Taking analysis from the latest Census Bureau statistics, the Employee Benefit Research Institute estimates that among all workers (including those not offered a retirement plan at work), 39.6 percent participated in a retirement plan in 2009, about a percentage point less than 2008 and down almost 5 percentage points from the high of 44.4 percent registered in 2000.
A little more than half (54.4 percent) of those most likely to have benefits -- full-time, full-year wage and salary workers ages 21 to 64 -- participated in a retirement plan in 2009, down 6 percentage points from the high of 60.4 percent registered in 1999.
The rate of employers sponsoringretirement plans also dropped in 2009 to 61.8 percent for full-time, full-year wage and salary workers, down almost 8 percentage points from the high of 69.4 percent measured in 1999.
EBRI notes that the downward trend in retirement plan participation is likely to continue in 2010, since the unemployment rate this year has remained higher than the rate before the economic downturn in 2008, and because many large private-sector employers have frozen their traditional defined benefit pension plans.
"This trend has important implications for workers, since having more opportunities to participate in an employment-based retirement plan greatly increases the amount of money a retiree is likely to have in retirement," says Craig Copeland, senior research associate at EBRI and author of the study.
According to the EBRI report, a key factor in whether this trend turns around is how employers and workers will respond to the automatic enrollment provisions for 401(k) retirement plans, which were encouraged by the Pension Protection Act of 2006 that went into effect during the economic downturn of 2008.

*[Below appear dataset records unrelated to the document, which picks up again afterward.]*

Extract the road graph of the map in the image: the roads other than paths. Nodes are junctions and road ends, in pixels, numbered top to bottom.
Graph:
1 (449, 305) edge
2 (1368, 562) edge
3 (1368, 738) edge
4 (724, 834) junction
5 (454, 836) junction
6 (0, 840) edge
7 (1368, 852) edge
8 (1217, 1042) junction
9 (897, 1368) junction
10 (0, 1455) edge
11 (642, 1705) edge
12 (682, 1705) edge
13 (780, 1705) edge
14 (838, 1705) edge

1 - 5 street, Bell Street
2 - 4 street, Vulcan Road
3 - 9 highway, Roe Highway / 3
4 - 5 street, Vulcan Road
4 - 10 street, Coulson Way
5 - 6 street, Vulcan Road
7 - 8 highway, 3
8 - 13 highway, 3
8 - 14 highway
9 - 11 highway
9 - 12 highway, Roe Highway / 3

EBRI's report, "Employment-Based Retirement Plan Participation: Geographic Differences and Trends, 2009," is based on the Census Bureau's March 2010 Current Population Survey, the most recent data available (for 2009). The full report is published as the October EBRI Issue Brief and is available online at www.ebri.org
Among the report's key findings:
- Sponsorship Rate: Among full-time, full-year wage and salary workers ages 21 to 64 (those with the strongest connection to the work force), 61.8 percent worked for an employer or union that sponsored a plan. This is down almost a percentage point from 2008 and is almost 8 percentage points lower than the sponsorship high point of 69.4 percent measured in 1999. Among all workers, 49.3 percent worked for an employer that sponsored a retirement plan in 2009--the first time since 1990 the sponsorship rate has dropped below 50 percent.

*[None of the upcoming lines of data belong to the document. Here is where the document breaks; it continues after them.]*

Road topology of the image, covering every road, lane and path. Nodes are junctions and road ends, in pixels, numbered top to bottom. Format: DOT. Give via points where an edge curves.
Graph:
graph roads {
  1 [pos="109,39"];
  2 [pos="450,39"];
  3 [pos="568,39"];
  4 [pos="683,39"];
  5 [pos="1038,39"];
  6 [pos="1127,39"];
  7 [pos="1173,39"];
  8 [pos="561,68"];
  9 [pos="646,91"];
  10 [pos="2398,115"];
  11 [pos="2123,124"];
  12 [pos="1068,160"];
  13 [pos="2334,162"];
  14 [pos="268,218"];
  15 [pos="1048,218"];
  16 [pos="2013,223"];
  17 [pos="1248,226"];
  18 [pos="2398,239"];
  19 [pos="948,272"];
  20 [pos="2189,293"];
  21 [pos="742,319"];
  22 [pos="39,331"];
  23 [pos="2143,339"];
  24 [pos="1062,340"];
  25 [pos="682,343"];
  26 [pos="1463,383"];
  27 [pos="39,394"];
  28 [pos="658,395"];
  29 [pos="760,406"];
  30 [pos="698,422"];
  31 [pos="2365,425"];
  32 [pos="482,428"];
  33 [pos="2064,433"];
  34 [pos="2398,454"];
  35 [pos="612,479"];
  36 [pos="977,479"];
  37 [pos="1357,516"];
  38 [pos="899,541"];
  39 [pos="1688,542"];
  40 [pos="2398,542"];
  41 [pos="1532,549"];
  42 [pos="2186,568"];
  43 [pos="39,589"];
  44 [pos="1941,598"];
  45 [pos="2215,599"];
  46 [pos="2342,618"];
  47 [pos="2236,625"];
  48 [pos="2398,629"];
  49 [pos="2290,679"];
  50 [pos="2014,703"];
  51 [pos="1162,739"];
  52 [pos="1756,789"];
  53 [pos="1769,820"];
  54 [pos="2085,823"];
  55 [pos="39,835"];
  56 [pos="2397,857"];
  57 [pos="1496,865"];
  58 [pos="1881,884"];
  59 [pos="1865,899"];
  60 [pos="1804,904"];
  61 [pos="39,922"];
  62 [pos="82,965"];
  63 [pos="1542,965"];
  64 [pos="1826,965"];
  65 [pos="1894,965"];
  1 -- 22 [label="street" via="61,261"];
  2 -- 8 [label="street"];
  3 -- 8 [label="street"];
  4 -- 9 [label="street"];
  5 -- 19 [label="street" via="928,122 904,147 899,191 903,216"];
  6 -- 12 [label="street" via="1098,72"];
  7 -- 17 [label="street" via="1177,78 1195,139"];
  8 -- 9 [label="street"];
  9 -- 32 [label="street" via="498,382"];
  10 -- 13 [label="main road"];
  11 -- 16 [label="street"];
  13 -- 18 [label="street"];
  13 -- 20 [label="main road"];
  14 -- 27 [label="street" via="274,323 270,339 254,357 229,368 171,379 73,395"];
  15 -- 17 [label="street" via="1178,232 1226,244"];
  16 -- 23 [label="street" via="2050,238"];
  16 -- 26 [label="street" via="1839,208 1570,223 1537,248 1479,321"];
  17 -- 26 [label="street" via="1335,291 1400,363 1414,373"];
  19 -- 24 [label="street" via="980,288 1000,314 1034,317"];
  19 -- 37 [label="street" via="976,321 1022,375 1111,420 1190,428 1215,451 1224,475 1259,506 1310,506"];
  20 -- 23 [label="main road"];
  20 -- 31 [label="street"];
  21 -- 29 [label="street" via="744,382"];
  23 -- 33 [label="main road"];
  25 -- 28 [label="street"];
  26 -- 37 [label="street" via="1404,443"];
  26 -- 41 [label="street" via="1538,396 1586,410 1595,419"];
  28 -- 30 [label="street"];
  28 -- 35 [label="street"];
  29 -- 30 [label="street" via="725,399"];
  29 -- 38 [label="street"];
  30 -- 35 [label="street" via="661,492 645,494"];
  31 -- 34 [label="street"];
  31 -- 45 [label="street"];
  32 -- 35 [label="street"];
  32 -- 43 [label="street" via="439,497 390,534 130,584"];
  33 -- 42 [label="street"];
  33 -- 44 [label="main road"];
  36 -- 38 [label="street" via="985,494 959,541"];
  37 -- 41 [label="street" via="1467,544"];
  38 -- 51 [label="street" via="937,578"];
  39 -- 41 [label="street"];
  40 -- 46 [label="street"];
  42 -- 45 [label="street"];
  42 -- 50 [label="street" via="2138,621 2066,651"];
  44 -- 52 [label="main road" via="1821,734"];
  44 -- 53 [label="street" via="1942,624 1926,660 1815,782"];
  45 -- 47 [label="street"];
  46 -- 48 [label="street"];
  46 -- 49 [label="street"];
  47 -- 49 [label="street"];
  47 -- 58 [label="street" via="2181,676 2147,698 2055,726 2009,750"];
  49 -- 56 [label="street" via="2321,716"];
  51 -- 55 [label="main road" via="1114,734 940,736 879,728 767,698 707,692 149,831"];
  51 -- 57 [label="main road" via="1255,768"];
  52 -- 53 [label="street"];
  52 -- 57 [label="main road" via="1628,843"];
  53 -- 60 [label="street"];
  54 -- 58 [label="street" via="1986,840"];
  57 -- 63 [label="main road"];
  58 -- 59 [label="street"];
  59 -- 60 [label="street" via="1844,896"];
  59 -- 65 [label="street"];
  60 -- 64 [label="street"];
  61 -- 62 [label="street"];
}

- Participation Level: Among full-time, full-year wage and salary workers ages 21 to 64, 54.4 percent participated in a retirement plan in 2009.
- Trend: While the 2009 participation level for this full-time, full-year group is little changed from 54.8 percent in 2008, it marks the second straight annual decline and down almost 6 percentage points from the high of 60.4 percent in 1999. Among all workers (including those who are not offered a retirement plan at work), 39.6 percent participated in a retirement plan in 2009, the first time in 15 years it has dropped below 40 percent.
- Age: Participation increases with age (61.2 percent for wage and salary workers ages 55 to 64, compared with 30.6 percent for those ages 21 to 24).
- Gender: Among wage and salary workers ages 21 to 64, men had a higher participation level than women, but among full-time, full-year workers, women had a higher percentage participating than men (55.8 percent for women, compared with 53.2 percent for men). Female wage and salary workers' lower probability of participation results from their overall lower earnings and lower rates of full-time work in comparison with males.
- Race: Hispanic wage and salary workers were significantly less likely than both white and black workers to participate in a retirement plan. The gap between the percentages of black and white plan participants that exists overall narrows when compared across earnings levels.
- Geographic differences: Wage and salary workers in the South, West, and Southwest had the lowest participation levels (Florida had the lowest percentage, at 42.9 percent) while the upper Midwest and Northeast had the highest levels (North Dakota had the highest participation level, at 64.2 percent).
- Other factors: White, more highly educated, higher-income, and married workers are more likely to participate than their counterparts.